:: PROBLEM TO SOLVE ::
A verbatim restatement of the data, free of pictures, is what you should output.

:: Saved data entries ::
-=-=-=-=-

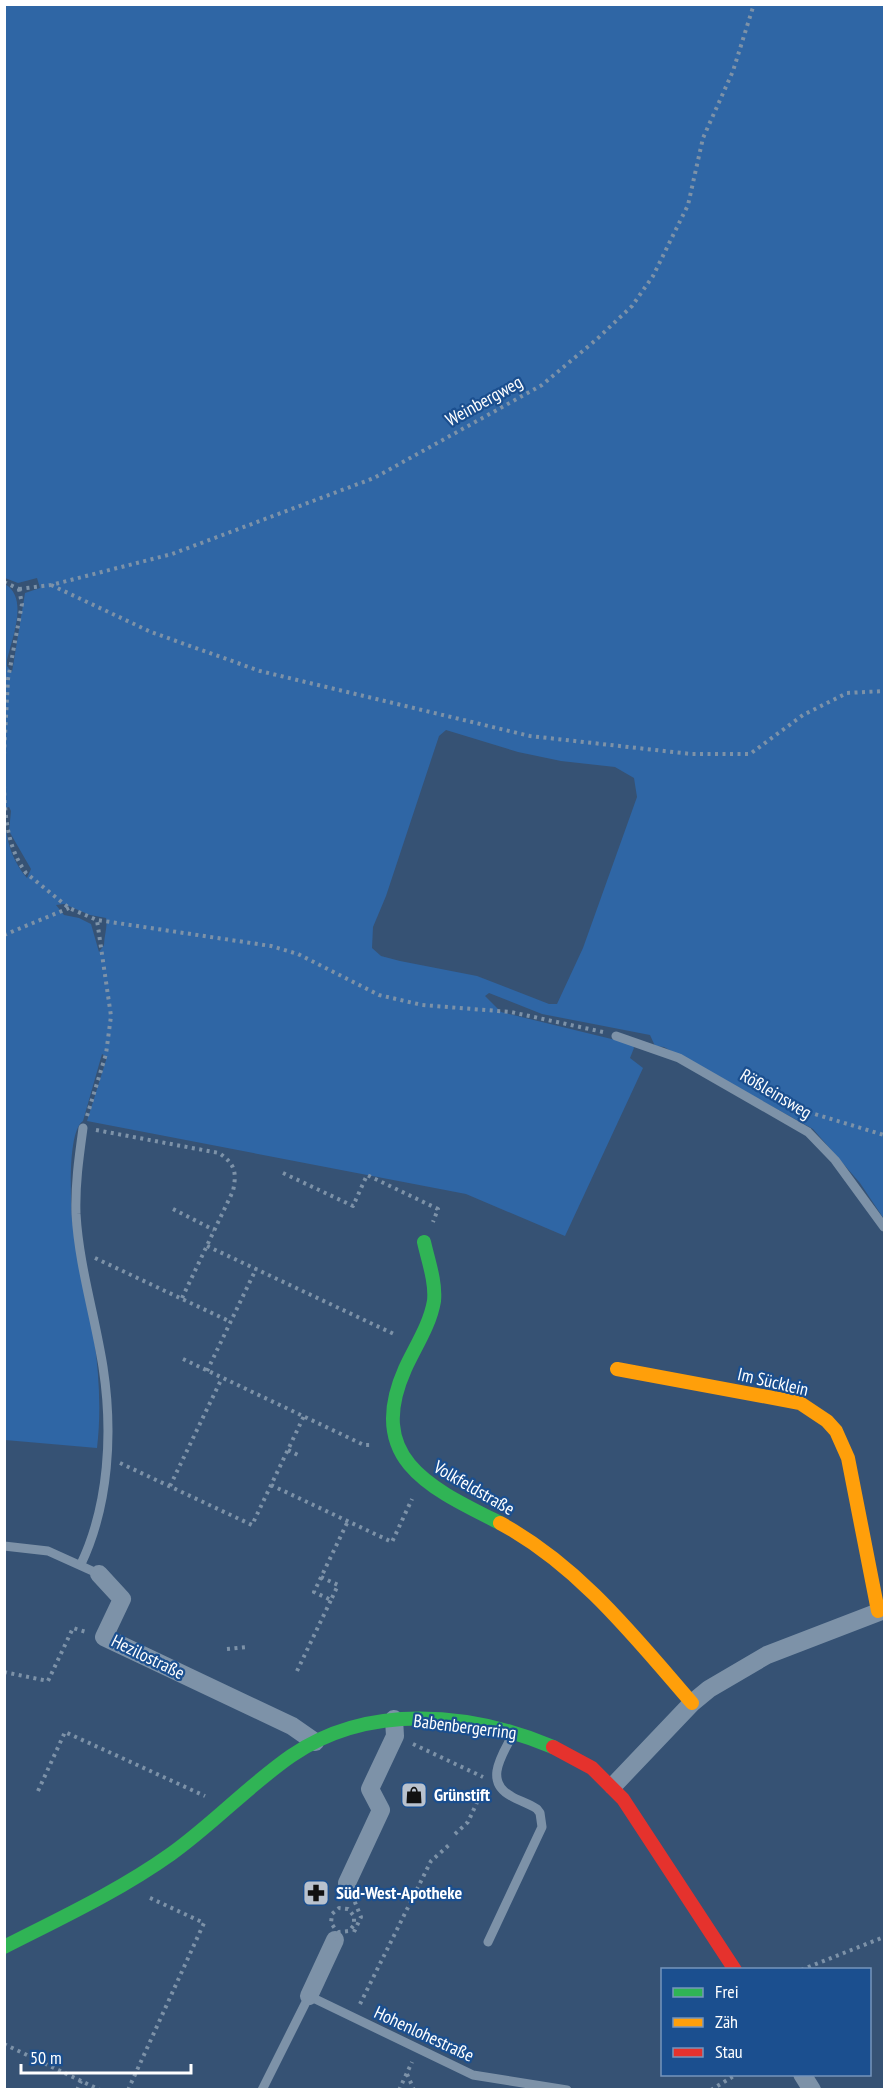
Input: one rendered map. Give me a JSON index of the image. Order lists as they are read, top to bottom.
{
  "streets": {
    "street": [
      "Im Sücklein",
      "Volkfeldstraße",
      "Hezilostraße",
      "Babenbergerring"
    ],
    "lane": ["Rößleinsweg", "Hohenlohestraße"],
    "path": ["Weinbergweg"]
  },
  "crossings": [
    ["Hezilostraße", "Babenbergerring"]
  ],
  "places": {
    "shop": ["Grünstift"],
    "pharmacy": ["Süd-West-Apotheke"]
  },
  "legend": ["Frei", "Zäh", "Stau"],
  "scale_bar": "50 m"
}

-=-=-=-=-

:: FINISHED TASK ::
Input: one rendered map. Give me a JSON index of the image. Order lists as they are read, top to bottom.
{
  "streets": {
    "street": [
      "Im Sücklein",
      "Volkfeldstraße",
      "Hezilostraße",
      "Babenbergerring"
    ],
    "lane": ["Rößleinsweg", "Hohenlohestraße"],
    "path": ["Weinbergweg"]
  },
  "crossings": [
    ["Hezilostraße", "Babenbergerring"]
  ],
  "places": {
    "shop": ["Grünstift"],
    "pharmacy": ["Süd-West-Apotheke"]
  },
  "legend": ["Frei", "Zäh", "Stau"],
  "scale_bar": "50 m"
}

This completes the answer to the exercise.